*** Opening MATERIAL SUPPLIED ***

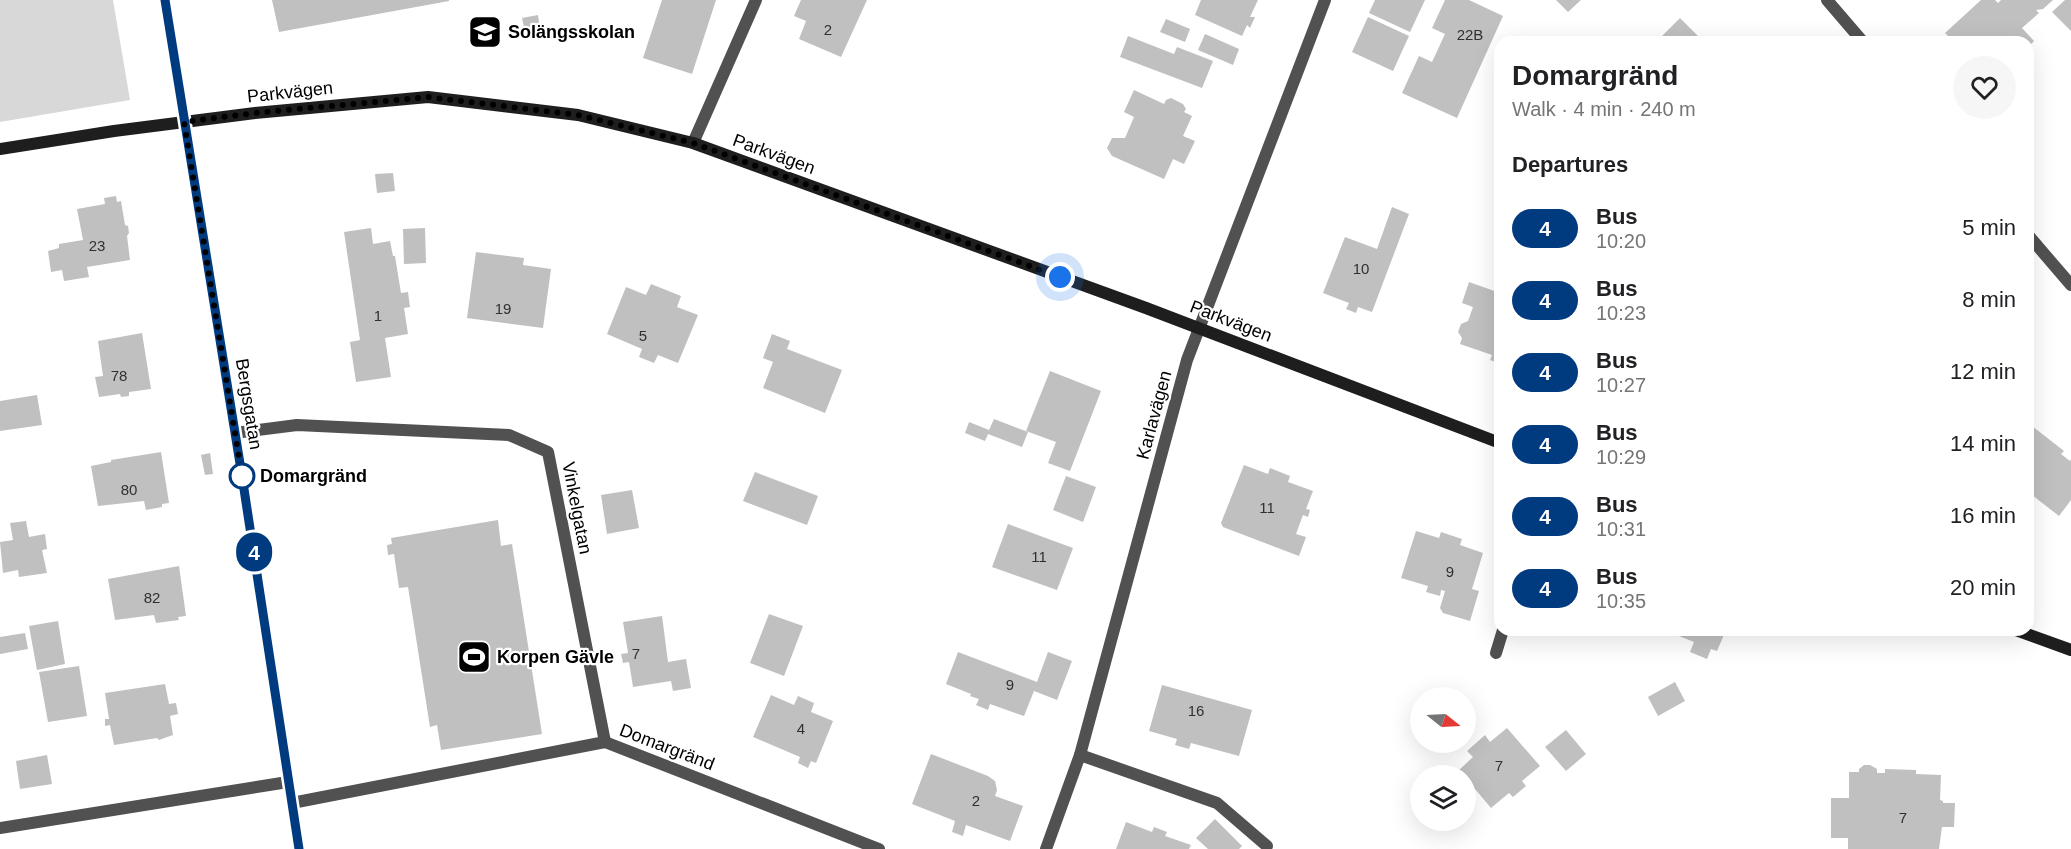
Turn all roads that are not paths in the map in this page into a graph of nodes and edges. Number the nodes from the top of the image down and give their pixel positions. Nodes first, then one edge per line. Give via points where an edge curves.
1 (165, 0) edge
2 (756, 0) edge
3 (1325, 0) edge
4 (1827, 0) edge
5 (1858, 36) edge
6 (184, 122) junction
7 (693, 143) junction
8 (0, 149) edge
9 (2034, 242) edge
10 (2071, 285) edge
11 (1198, 328) junction
12 (235, 433) junction
13 (1494, 441) edge
14 (1501, 636) edge
15 (2032, 636) edge
16 (2071, 650) edge
17 (1496, 653) dead end
18 (605, 742) junction
19 (1080, 754) junction
20 (288, 782) junction
21 (292, 803) junction
22 (0, 828) edge
23 (1268, 846) dead end
24 (299, 849) edge
25 (879, 849) edge
26 (1046, 849) edge

1 - 6 street, Bergsgatan
2 - 7 street
3 - 11 street, Karlavägen
4 - 5 street
6 - 7 main road, Parkvägen via 428,97 578,115
6 - 8 main road, Parkvägen
6 - 12 street, Bergsgatan
7 - 11 main road, Parkvägen
9 - 10 street
11 - 13 main road, Parkvägen
11 - 19 street, Karlavägen
12 - 18 street, Vinkelgatan via 297,425 509,435 548,452
12 - 20 street, Bergsgatan
14 - 17 street
15 - 16 main road
18 - 21 street, Domargränd
18 - 25 street, Domargränd
19 - 23 street via 1217,803
19 - 26 street, Karlavägen
20 - 21 street, Bergsgatan
20 - 22 street
21 - 24 street, Bergsgatan

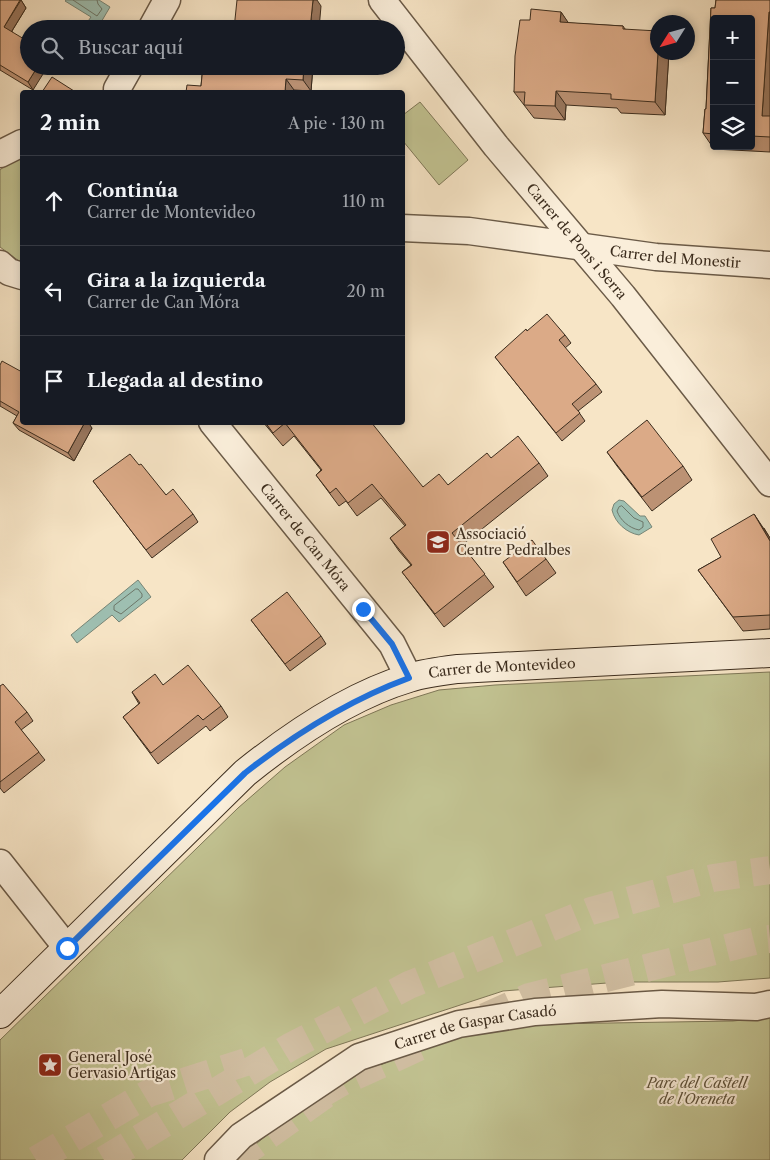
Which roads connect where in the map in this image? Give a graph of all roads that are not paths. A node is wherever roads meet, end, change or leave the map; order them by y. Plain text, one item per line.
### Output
1 (168, 0) edge
2 (382, 0) edge
3 (156, 20) edge
4 (398, 20) edge
5 (405, 29) edge
6 (125, 75) edge
7 (117, 89) dead end
8 (20, 144) edge
9 (0, 154) edge
10 (405, 228) edge
11 (580, 247) junction
12 (770, 265) edge
13 (214, 425) edge
14 (770, 482) edge
15 (770, 653) edge
16 (409, 678) junction
17 (0, 863) edge
18 (67, 948) junction
19 (770, 1004) edge
20 (0, 1014) edge
21 (218, 1160) edge

1 - 3 street
2 - 4 street, Carrer de Pons i Serra
5 - 11 street, Carrer de Pons i Serra
6 - 7 street
8 - 9 street
10 - 11 street, Carrer del Monestir
11 - 12 street, Carrer del Monestir
11 - 14 street, Carrer de Pons i Serra
13 - 16 street, Carrer de Can Móra
15 - 16 street, Carrer de Montevideo
16 - 18 street, Carrer de Montevideo
17 - 18 street
18 - 20 street, Carrer de Montevideo
19 - 21 street, Carrer de Gaspar Casadó

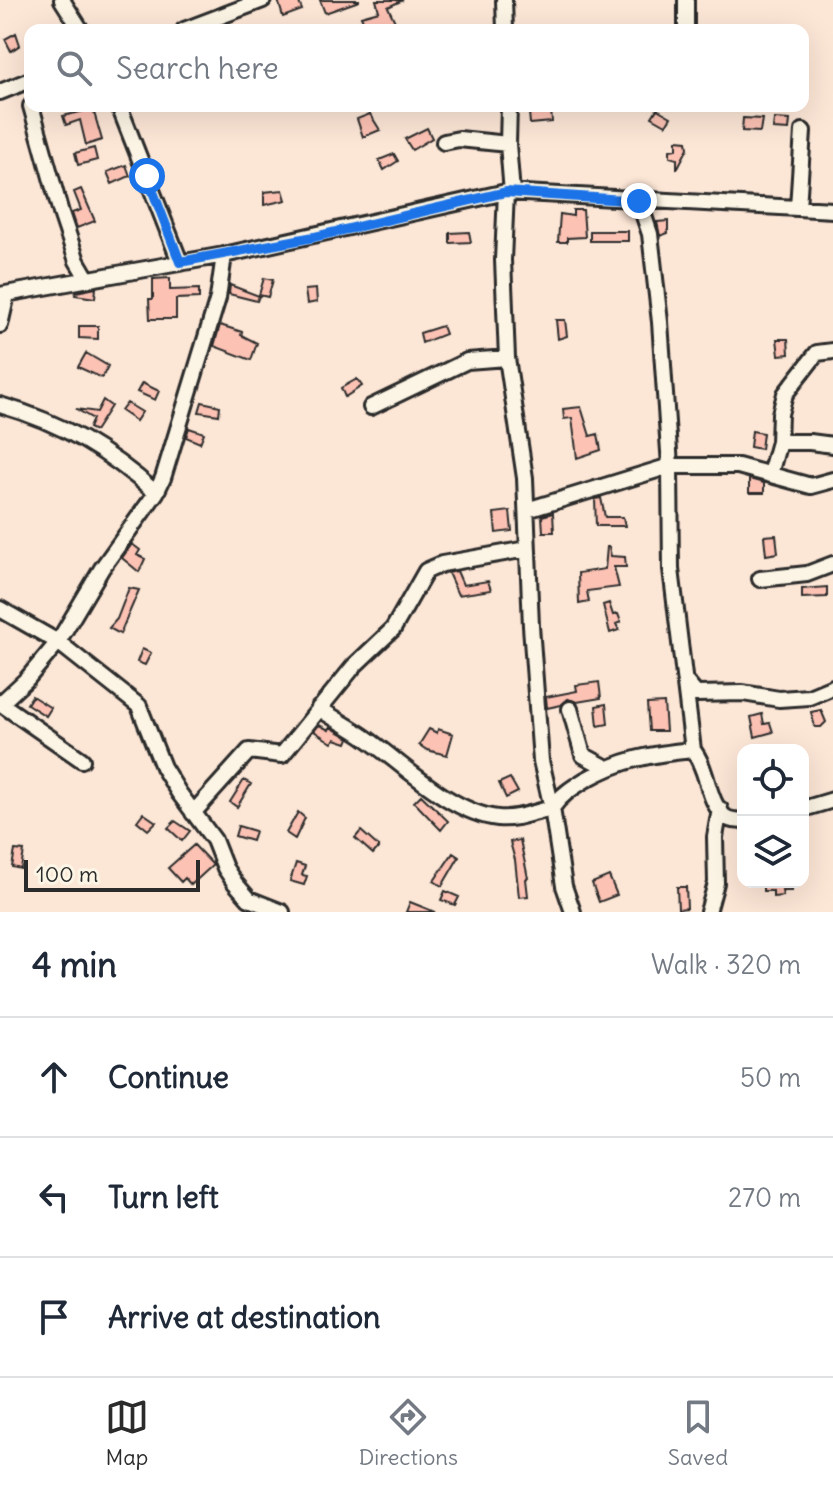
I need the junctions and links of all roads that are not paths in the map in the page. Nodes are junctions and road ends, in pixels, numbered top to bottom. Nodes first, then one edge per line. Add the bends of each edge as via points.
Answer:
1 (62, 0) edge
2 (263, 0) edge
3 (504, 0) edge
4 (686, 0) edge
5 (77, 24) edge
6 (200, 24) edge
7 (505, 24) edge
8 (686, 24) edge
9 (24, 83) edge
10 (0, 92) edge
11 (33, 112) edge
12 (121, 112) edge
13 (509, 112) edge
14 (803, 131) dead end
15 (444, 142) dead end
16 (508, 144) junction
17 (509, 192) junction
18 (639, 201) junction
19 (798, 208) junction
20 (833, 210) edge
21 (224, 255) junction
22 (180, 262) junction
23 (87, 278) junction
24 (4, 294) edge
25 (0, 325) edge
26 (833, 351) edge
27 (507, 358) junction
28 (0, 405) edge
29 (371, 407) dead end
30 (779, 442) junction
31 (833, 445) edge
32 (670, 466) junction
33 (770, 474) junction
34 (833, 480) edge
35 (156, 493) junction
36 (527, 510) junction
37 (527, 549) junction
38 (833, 564) edge
39 (760, 579) dead end
40 (0, 609) edge
41 (58, 642) junction
42 (686, 681) junction
43 (833, 687) edge
44 (0, 704) edge
45 (319, 708) junction
46 (570, 709) dead end
47 (693, 750) junction
48 (82, 760) dead end
49 (607, 768) junction
50 (833, 800) edge
51 (809, 807) edge
52 (552, 808) junction
53 (720, 809) junction
54 (193, 813) junction
55 (737, 820) edge
56 (247, 905) edge
57 (282, 912) edge
58 (573, 912) edge
59 (708, 912) edge

1 - 5 street
2 - 6 street
3 - 7 street
4 - 8 street
9 - 10 street
11 - 23 street via 61,213
12 - 22 street
13 - 16 street
14 - 19 street
15 - 16 street
16 - 17 street
17 - 18 street
17 - 21 street
17 - 27 street via 503,260
18 - 19 street
18 - 32 street via 650,234
19 - 20 street
21 - 22 street
21 - 35 street via 218,298
22 - 23 street
23 - 24 street
24 - 25 street
26 - 30 street via 817,353 785,394
27 - 29 street via 467,361
27 - 36 street
28 - 35 street via 80,435
30 - 31 street
30 - 33 street
32 - 33 street via 738,466
32 - 36 street
32 - 42 street via 670,554
33 - 34 street via 811,486
35 - 41 street
36 - 37 street
37 - 45 street via 426,571 393,629
37 - 52 street via 541,761
38 - 39 street via 807,574
40 - 41 street
41 - 44 street
41 - 54 street via 139,706 163,767
42 - 43 street via 696,694 743,693 774,700 809,697
42 - 47 street
44 - 48 street
45 - 52 street via 449,799 482,814 510,819
45 - 54 street via 282,755 252,749 244,754
46 - 49 street via 583,755
47 - 49 street via 629,759
47 - 53 street
49 - 52 street via 563,794
50 - 51 street
52 - 58 street
53 - 55 street
53 - 59 street via 716,883
54 - 56 street via 214,840
56 - 57 street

*** Closing MATERIAL SUPPLIED ***

▶ [AIM OF THE EXERCISE] Where a line of the entries holds the string "Montevideo", include it in the count, and give only the final number.

▶ [EXERCISE RESPONSE] 3